She came running downstairs. George caught and kissed her, and as they went along the passage René wondered how it could be possible for one extra person to make the house seem overfull.
It was certainly a party. Mrs. Fourmy set the note, a ceremonious expansiveness in opening up the family to its new member. René’s achievements were paraded, and the letter written by his headmaster, which had finally decided the family that he was too good for commerce, was produced and read aloud. George’s virtues as a son were extolled and punctuated with his protest:
“I say, mother, draw it mild.”
And Elsie’s rather too fervent:
“Of course I know I’m very lucky.”
They played bridge and René lost fourpence, because he played with his mother, who never could remember to suit her declarations to her score, or to return her partner’s lead, and had no other notion of play than to make her aces while she could.

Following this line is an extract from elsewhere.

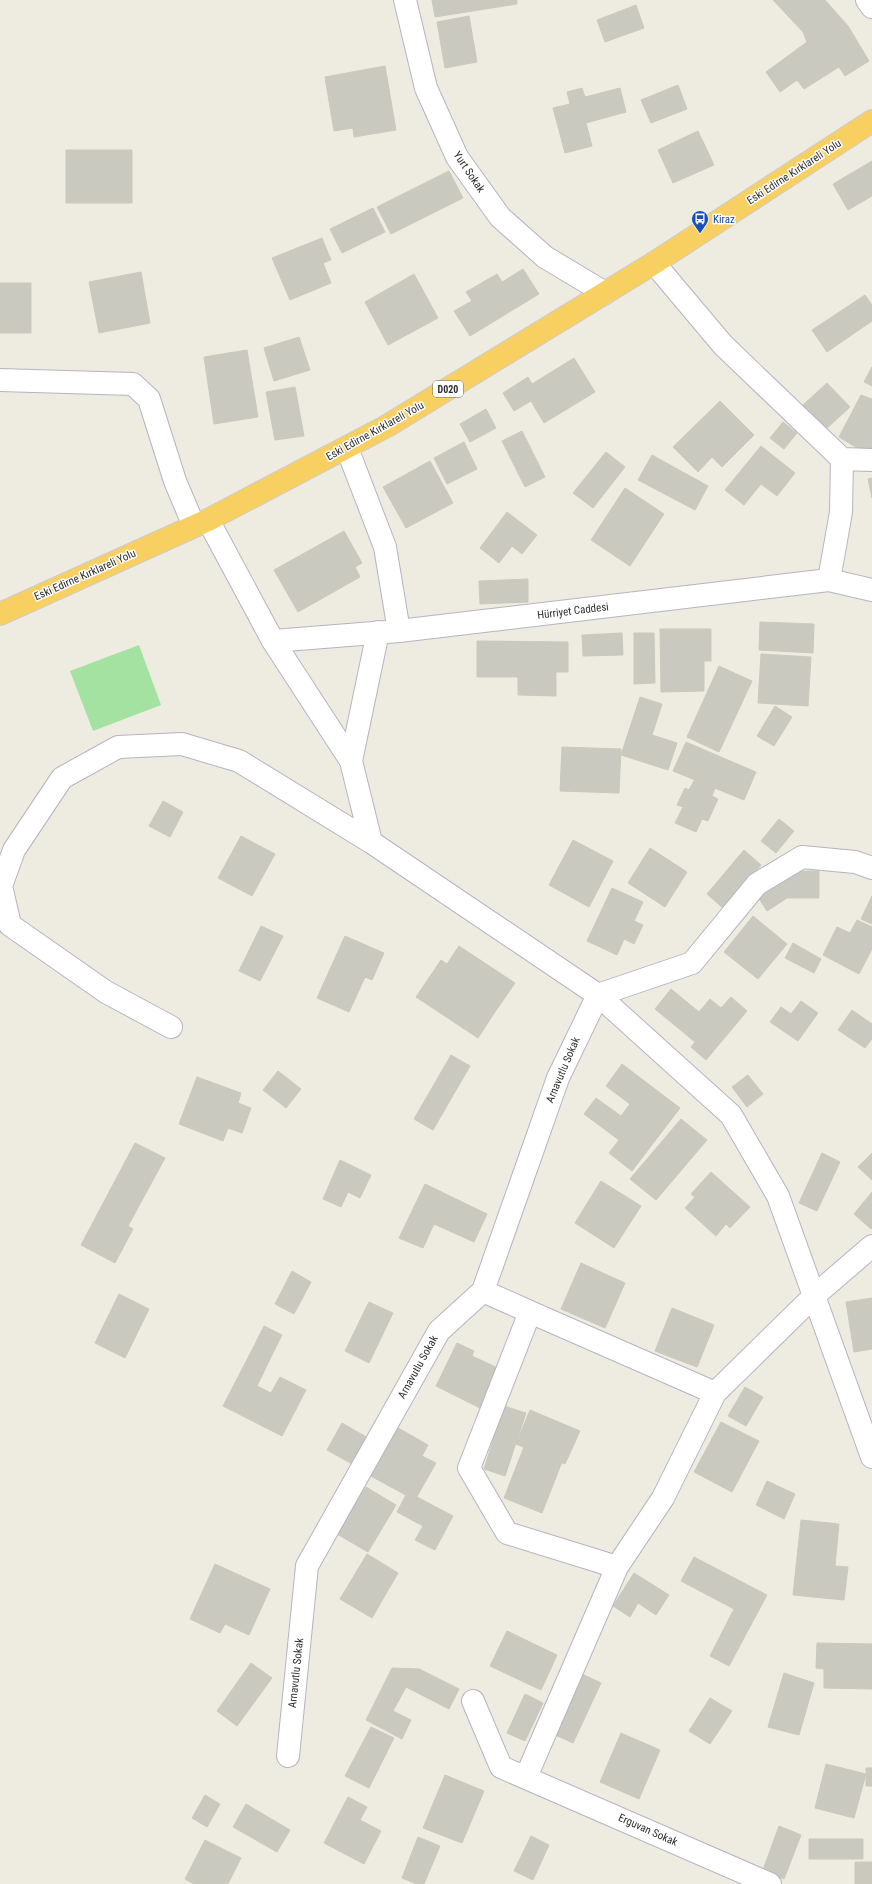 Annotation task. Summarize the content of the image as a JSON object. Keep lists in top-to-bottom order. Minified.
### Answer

Elsie talked of her family, especially of a rich uncle she had who kept a timber yard and of a cousin who was a Wesleyan minister. Of her own immediate relations she spoke affectionately but little. Altogether she was so anxious to please that René forgot his first distasteful impression and set himself to make her laugh. She was grateful to him for that. The evening would not have been a success for her without abundant laughter, and George’s jokes were just a little heavy. Also she seemed to be slightly afraid of him, as though in all her responses to him were a small risk, rather more, at any rate, than she could always venture to take. She warmed to René, therefore, and between them they kept things lively.
In a silence while George was dealing—for he took his bridge very seriously—René hummed a bar or two of a piece called Blumenlied, which he had been taught to play as a boy when he worked off the set of music lessons George had begun and relinquished.
“Oh, Blumenlied!” cried Elsie; “I adore that,” and she took up the air.
“You’ve got a pretty voice,” said René.